Don’t pay for reviews. This is against Amazon’s policies. If you do so, even from “reputable” reviewers, just know the reviews may be removed and you may be penalized.

Friends and Family: Be careful about this one. If your co-workers want to review your work, be sure they do so at home, and that several of them do not do so from your common work IP address. This will flag the reviews to Amazon. Also, discourage family from reviewing your work, or anyone who profited financially from it, including your editor, cover designer, and anyone associated with the book’s publication.

Be Wary of Review Offers. If you get an offer from someone you do not know to review your work, look them up on Amazon. Make sure their reviews are legit, and stay posted. Also be aware the user could be a pirate looking to steal your work. Offer them a copy through NetGalley if you use that service, or gift them a copy through Amazon. Your work will be better protected that way.

Don’t share affiliate or search links via social media. What does this mean? Share clean links: the difference is between link a and link b below:

  1. Not Clean: https://www.amazon.com/Typewriter-Repair-Shop-Ridge-Falls-ebook/dp/B00T3P6516?ie=UTF8&ref_=asap_bc
  2. Clean: https://www.amazon.com/dp/B00T3P6516

Note the tail on the Not-Clean link. It tells Amazon where the link originated (in this case, my Amazon author page, so this is not a horrible link). The clean link is what comes up via a normal Google or Amazon search, and so leaves your potential connection to the reviewer confidential.

Kindle Unlimited Excessive Reads

The subject of much debate itself, Kindle Unlimited is the Amazon lending service much like a Netflix for books: for a monthly subscription fee, readers can read an unlimited amount of books.

How do authors get paid? Each month, Amazon sets up a pot of money, and authors are paid a percentage based on the number of pages readers read of their work: if someone finishes a book they borrowed, the author gets their max share of the pot.

The problem: As with any system, scammers saw a way to get more than their fair share. They would “hire” click farms who had created hundreds of Amazon Unlimited memberships. The “users” would then “borrow” a book and click through to the end, giving the author a full read, even though the user had not actually read the book.

As with other scams, Amazon caught on. So books that received a disproportionate number of reads in a single day were analyzed and removed from Amazon entirely.

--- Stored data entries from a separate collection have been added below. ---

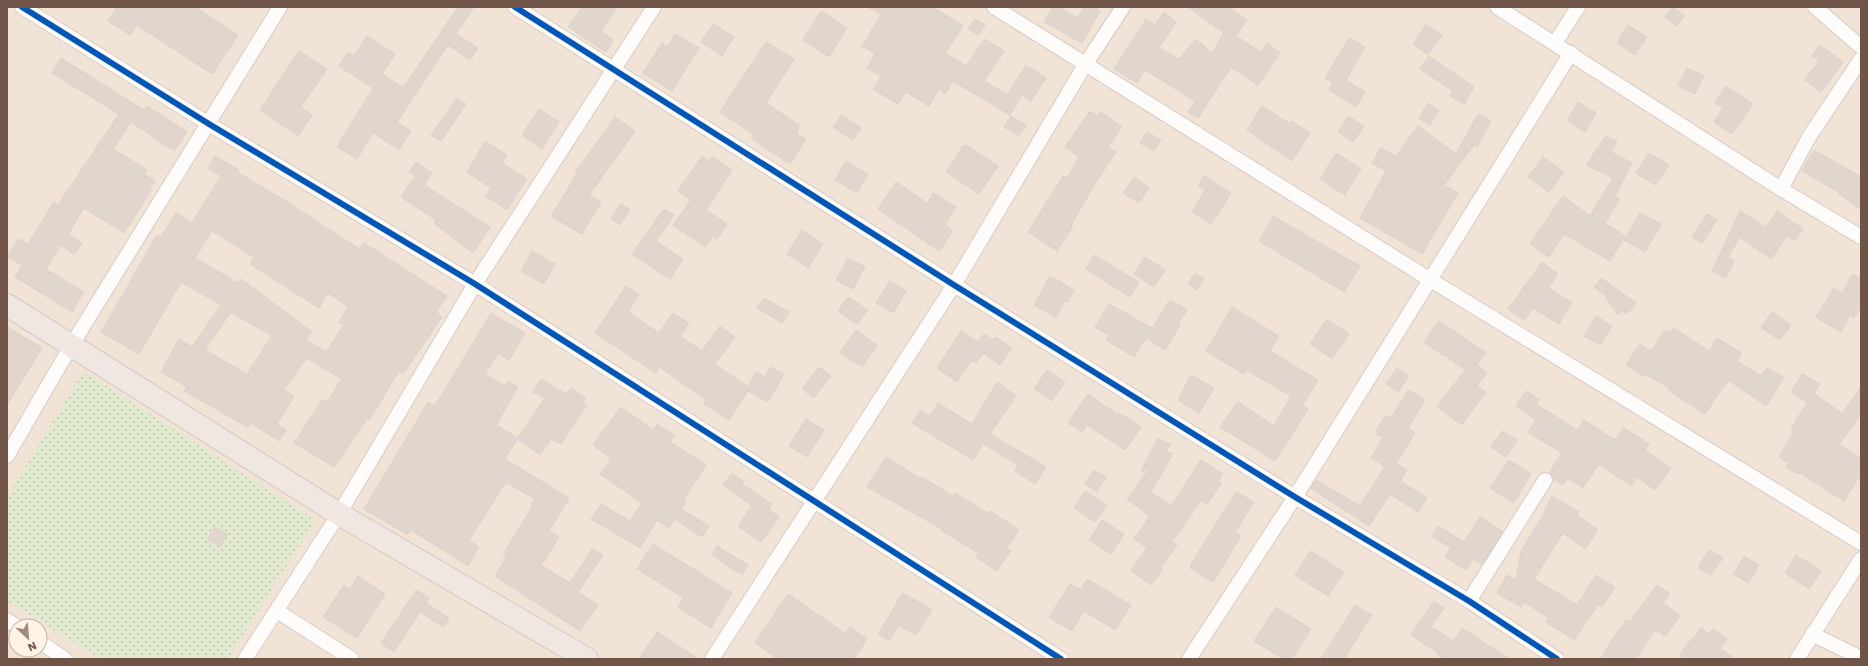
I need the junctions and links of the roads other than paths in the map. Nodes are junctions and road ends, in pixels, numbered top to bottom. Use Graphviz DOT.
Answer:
graph roads {
  1 [pos="22,7"];
  2 [pos="280,7"];
  3 [pos="515,7"];
  4 [pos="654,7"];
  5 [pos="994,7"];
  6 [pos="1123,7"];
  7 [pos="1497,7"];
  8 [pos="1578,7"];
  9 [pos="1815,7"];
  10 [pos="1555,43"];
  11 [pos="1861,47"];
  12 [pos="1571,53"];
  13 [pos="1861,59"];
  14 [pos="1085,65"];
  15 [pos="615,69"];
  16 [pos="209,124"];
  17 [pos="1781,189"];
  18 [pos="1861,237"];
  19 [pos="1429,280"];
  20 [pos="475,284"];
  21 [pos="954,285"];
  22 [pos="7,305"];
  23 [pos="71,346"];
  24 [pos="7,456"];
  25 [pos="1545,480"];
  26 [pos="1295,497"];
  27 [pos="813,502"];
  28 [pos="339,514"];
  29 [pos="1861,544"];
  30 [pos="1861,559"];
  31 [pos="1469,601"];
  32 [pos="277,611"];
  33 [pos="1812,634"];
  34 [pos="48,647"];
  35 [pos="1861,658"];
  36 [pos="65,659"];
  37 [pos="245,659"];
  38 [pos="352,659"];
  39 [pos="587,659"];
  40 [pos="712,659"];
  41 [pos="1062,659"];
  42 [pos="1189,659"];
  43 [pos="1557,659"];
  44 [pos="1797,659"];
  1 -- 16 [label="street"];
  2 -- 16 [label="street"];
  3 -- 15 [label="street"];
  4 -- 15 [label="street"];
  5 -- 14 [label="street"];
  6 -- 14 [label="street"];
  7 -- 10 [label="street"];
  8 -- 10 [label="street"];
  9 -- 11 [label="street"];
  10 -- 12 [label="street"];
  12 -- 17 [label="street"];
  12 -- 19 [label="street"];
  13 -- 17 [label="street"];
  14 -- 19 [label="street"];
  14 -- 21 [label="street"];
  15 -- 20 [label="street"];
  15 -- 21 [label="street"];
  16 -- 20 [label="street"];
  16 -- 23 [label="street"];
  17 -- 18 [label="street"];
  19 -- 26 [label="street"];
  19 -- 29 [label="street"];
  20 -- 27 [label="street"];
  20 -- 28 [label="street"];
  21 -- 26 [label="street"];
  21 -- 27 [label="street"];
  22 -- 23 [label="highway"];
  23 -- 24 [label="street"];
  23 -- 28 [label="highway"];
  25 -- 31 [label="street"];
  26 -- 31 [label="street"];
  26 -- 42 [label="street"];
  27 -- 40 [label="street"];
  27 -- 41 [label="street"];
  28 -- 32 [label="street"];
  28 -- 39 [label="highway"];
  30 -- 33 [label="street"];
  31 -- 43 [label="street"];
  32 -- 37 [label="street"];
  32 -- 38 [label="street"];
  33 -- 35 [label="street"];
  33 -- 44 [label="street"];
  34 -- 36 [label="street"];
}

But not everyone who received a spike in reads was guilty. Take Pauleen Creeden, an ordinary mid lister whose story was told recently on The Active Voice. Paulee woke one morning to a message from Amazon that her KDP account had been suspended and her books removed from Amazon for a violation of the company’s policies.

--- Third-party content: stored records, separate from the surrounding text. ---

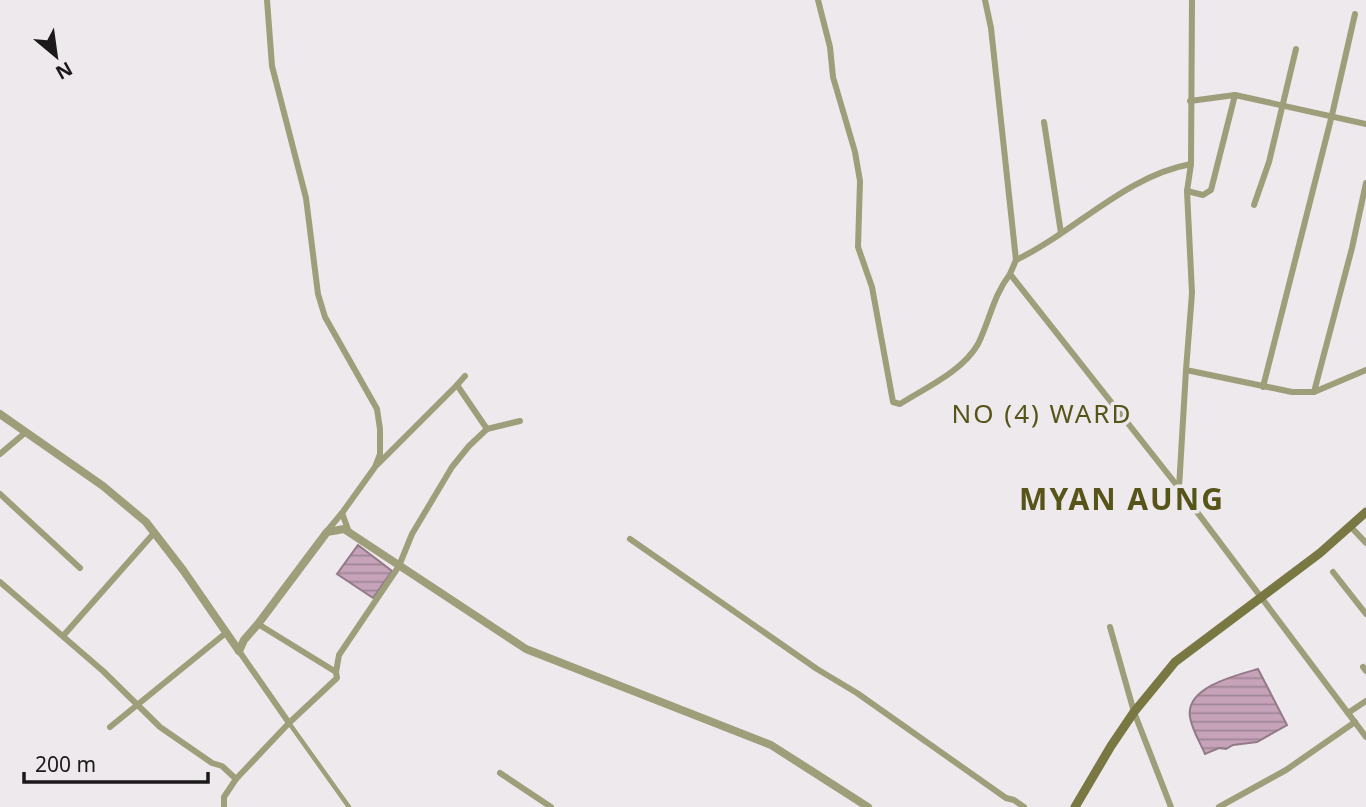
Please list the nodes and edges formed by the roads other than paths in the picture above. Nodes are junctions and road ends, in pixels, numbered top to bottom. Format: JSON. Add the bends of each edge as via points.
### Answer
{"nodes":[{"id":1,"x":267,"y":0,"type":"edge"},
{"id":2,"x":818,"y":0,"type":"edge"},
{"id":3,"x":985,"y":0,"type":"edge"},
{"id":4,"x":1192,"y":0,"type":"edge"},
{"id":5,"x":1355,"y":13,"type":"dead end"},
{"id":6,"x":1296,"y":49,"type":"dead end"},
{"id":7,"x":1235,"y":95,"type":"junction"},
{"id":8,"x":1190,"y":100,"type":"junction"},
{"id":9,"x":1282,"y":105,"type":"junction"},
{"id":10,"x":1332,"y":115,"type":"junction"},
{"id":11,"x":1044,"y":122,"type":"dead end"},
{"id":12,"x":1366,"y":124,"type":"edge"},
{"id":13,"x":1191,"y":164,"type":"junction"},
{"id":14,"x":1366,"y":183,"type":"edge"},
{"id":15,"x":1187,"y":191,"type":"junction"},
{"id":16,"x":1254,"y":205,"type":"dead end"},
{"id":17,"x":1061,"y":233,"type":"junction"},
{"id":18,"x":1016,"y":260,"type":"junction"},
{"id":19,"x":1010,"y":274,"type":"junction"},
{"id":20,"x":1186,"y":370,"type":"junction"},
{"id":21,"x":1366,"y":370,"type":"edge"},
{"id":22,"x":465,"y":376,"type":"dead end"},
{"id":23,"x":457,"y":385,"type":"junction"},
{"id":24,"x":1263,"y":387,"type":"junction"},
{"id":25,"x":1314,"y":392,"type":"junction"},
{"id":26,"x":0,"y":414,"type":"edge"},
{"id":27,"x":520,"y":421,"type":"dead end"},
{"id":28,"x":487,"y":429,"type":"junction"},
{"id":29,"x":26,"y":432,"type":"junction"},
{"id":30,"x":0,"y":454,"type":"edge"},
{"id":31,"x":376,"y":467,"type":"junction"},
{"id":32,"x":1179,"y":488,"type":"junction"},
{"id":33,"x":0,"y":494,"type":"edge"},
{"id":34,"x":1366,"y":512,"type":"edge"},
{"id":35,"x":342,"y":513,"type":"junction"},
{"id":36,"x":1350,"y":526,"type":"junction"},
{"id":37,"x":349,"y":531,"type":"junction"},
{"id":38,"x":327,"y":532,"type":"junction"},
{"id":39,"x":154,"y":533,"type":"junction"},
{"id":40,"x":630,"y":539,"type":"dead end"},
{"id":41,"x":1366,"y":543,"type":"edge"},
{"id":42,"x":399,"y":566,"type":"junction"},
{"id":43,"x":80,"y":568,"type":"dead end"},
{"id":44,"x":1333,"y":572,"type":"dead end"},
{"id":45,"x":0,"y":582,"type":"edge"},
{"id":46,"x":1262,"y":597,"type":"junction"},
{"id":47,"x":1366,"y":614,"type":"edge"},
{"id":48,"x":258,"y":624,"type":"junction"},
{"id":49,"x":1110,"y":627,"type":"dead end"},
{"id":50,"x":227,"y":632,"type":"junction"},
{"id":51,"x":63,"y":636,"type":"junction"},
{"id":52,"x":239,"y":651,"type":"junction"},
{"id":53,"x":336,"y":672,"type":"junction"},
{"id":54,"x":1366,"y":701,"type":"edge"},
{"id":55,"x":137,"y":704,"type":"junction"},
{"id":56,"x":1134,"y":712,"type":"junction"},
{"id":57,"x":1348,"y":713,"type":"junction"},
{"id":58,"x":1355,"y":722,"type":"junction"},
{"id":59,"x":289,"y":723,"type":"junction"},
{"id":60,"x":110,"y":727,"type":"dead end"},
{"id":61,"x":1366,"y":737,"type":"edge"},
{"id":62,"x":500,"y":773,"type":"dead end"},
{"id":63,"x":236,"y":779,"type":"junction"},
{"id":64,"x":224,"y":807,"type":"edge"},
{"id":65,"x":349,"y":807,"type":"edge"},
{"id":66,"x":551,"y":807,"type":"edge"},
{"id":67,"x":868,"y":807,"type":"edge"},
{"id":68,"x":1024,"y":807,"type":"edge"},
{"id":69,"x":1075,"y":807,"type":"edge"},
{"id":70,"x":1171,"y":807,"type":"edge"},
{"id":71,"x":1219,"y":807,"type":"edge"}],
"edges":[{"from":1,"to":31,"type":"street","via":[[272,66],[306,198],[318,294],[325,317],[377,409],[380,454]]},
{"from":2,"to":19,"type":"street","via":[[833,77],[855,152],[860,181],[858,247],[872,286],[893,402],[900,404],[958,366],[977,346],[998,289]]},
{"from":3,"to":18,"type":"street"},
{"from":4,"to":8,"type":"street"},
{"from":5,"to":10,"type":"street"},
{"from":6,"to":9,"type":"street"},
{"from":7,"to":8,"type":"street"},
{"from":7,"to":9,"type":"street"},
{"from":7,"to":15,"type":"street","via":[[1211,190],[1203,195]]},
{"from":8,"to":13,"type":"street"},
{"from":9,"to":10,"type":"street"},
{"from":9,"to":16,"type":"street"},
{"from":10,"to":12,"type":"street"},
{"from":10,"to":24,"type":"street"},
{"from":11,"to":17,"type":"street"},
{"from":13,"to":15,"type":"street"},
{"from":13,"to":17,"type":"street","via":[[1151,177]]},
{"from":14,"to":25,"type":"street"},
{"from":15,"to":20,"type":"street","via":[[1192,293]]},
{"from":17,"to":18,"type":"street"},
{"from":18,"to":19,"type":"street"},
{"from":19,"to":32,"type":"street"},
{"from":20,"to":24,"type":"street"},
{"from":20,"to":32,"type":"street"},
{"from":21,"to":25,"type":"street"},
{"from":22,"to":23,"type":"street"},
{"from":23,"to":28,"type":"street"},
{"from":23,"to":31,"type":"street"},
{"from":24,"to":25,"type":"street"},
{"from":26,"to":29,"type":"street"},
{"from":27,"to":28,"type":"street"},
{"from":28,"to":42,"type":"street","via":[[452,467],[412,534]]},
{"from":29,"to":30,"type":"street"},
{"from":29,"to":39,"type":"street","via":[[103,486]]},
{"from":31,"to":35,"type":"street"},
{"from":32,"to":46,"type":"street"},
{"from":33,"to":43,"type":"street"},
{"from":34,"to":36,"type":"main road"},
{"from":35,"to":37,"type":"street"},
{"from":35,"to":38,"type":"street"},
{"from":36,"to":41,"type":"street"},
{"from":36,"to":46,"type":"main road"},
{"from":37,"to":38,"type":"street"},
{"from":37,"to":42,"type":"street"},
{"from":38,"to":48,"type":"street"},
{"from":39,"to":50,"type":"street"},
{"from":39,"to":51,"type":"street"},
{"from":40,"to":68,"type":"street"},
{"from":42,"to":53,"type":"street","via":[[339,655]]},
{"from":42,"to":67,"type":"street","via":[[526,649],[771,745]]},
{"from":44,"to":47,"type":"street"},
{"from":45,"to":51,"type":"street"},
{"from":46,"to":56,"type":"main road","via":[[1175,663]]},
{"from":46,"to":57,"type":"street"},
{"from":48,"to":52,"type":"street"},
{"from":48,"to":53,"type":"street"},
{"from":49,"to":56,"type":"street"},
{"from":50,"to":52,"type":"street"},
{"from":50,"to":55,"type":"street"},
{"from":51,"to":55,"type":"street"},
{"from":52,"to":59,"type":"street"},
{"from":53,"to":59,"type":"street","via":[[337,678]]},
{"from":54,"to":57,"type":"street"},
{"from":55,"to":60,"type":"street"},
{"from":55,"to":63,"type":"street","via":[[160,727]]},
{"from":56,"to":69,"type":"main road"},
{"from":56,"to":70,"type":"street"},
{"from":57,"to":58,"type":"street"},
{"from":58,"to":61,"type":"street"},
{"from":58,"to":71,"type":"street","via":[[1286,770]]},
{"from":59,"to":63,"type":"street"},
{"from":59,"to":65,"type":"street"},
{"from":62,"to":66,"type":"street"},
{"from":63,"to":64,"type":"street","via":[[224,797]]}]}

She didn’t think she had, but she did see a spike of Kindle Unlimited reads on one day. So she petitioned Amazon, and eventually got her account restored and her books once again for sale.

Prevention: Some things are difficult to prevent entirely, but you can protect yourself by following a few simple rules.

  • Don’t buy into scams. If you receive offers from promotional websites promising a certain number of reads or downloads of your book, stay away. If it sounds too good to be true, it probably is. Even the best promotional websites like Bookbub don’t offer guaranteed numbers.
  • Watch your numbers. If you see an unusual spike, ask Amazon about it. Maybe one of the quick read “farms” got your book by accident, or maybe you got a natural bump. Either way, letting Amazon know you are aware of the unusual activity makes it more likely they will work with you to figure out what is really going on.

If you are honest and careful, you can avoid being flagged and having your KDP account removed, suspended, or otherwise penalized. Using only legitimate reviewers, clean Amazon links to your work, and paying attention to what is going on with your Kindle Unlimited activity will help.

But no one is guaranteed a place to sell books on Amazon. We operate in their house, under their rules. So abiding by them to the best of our ability is crucial to our continued presence and success on Amazon.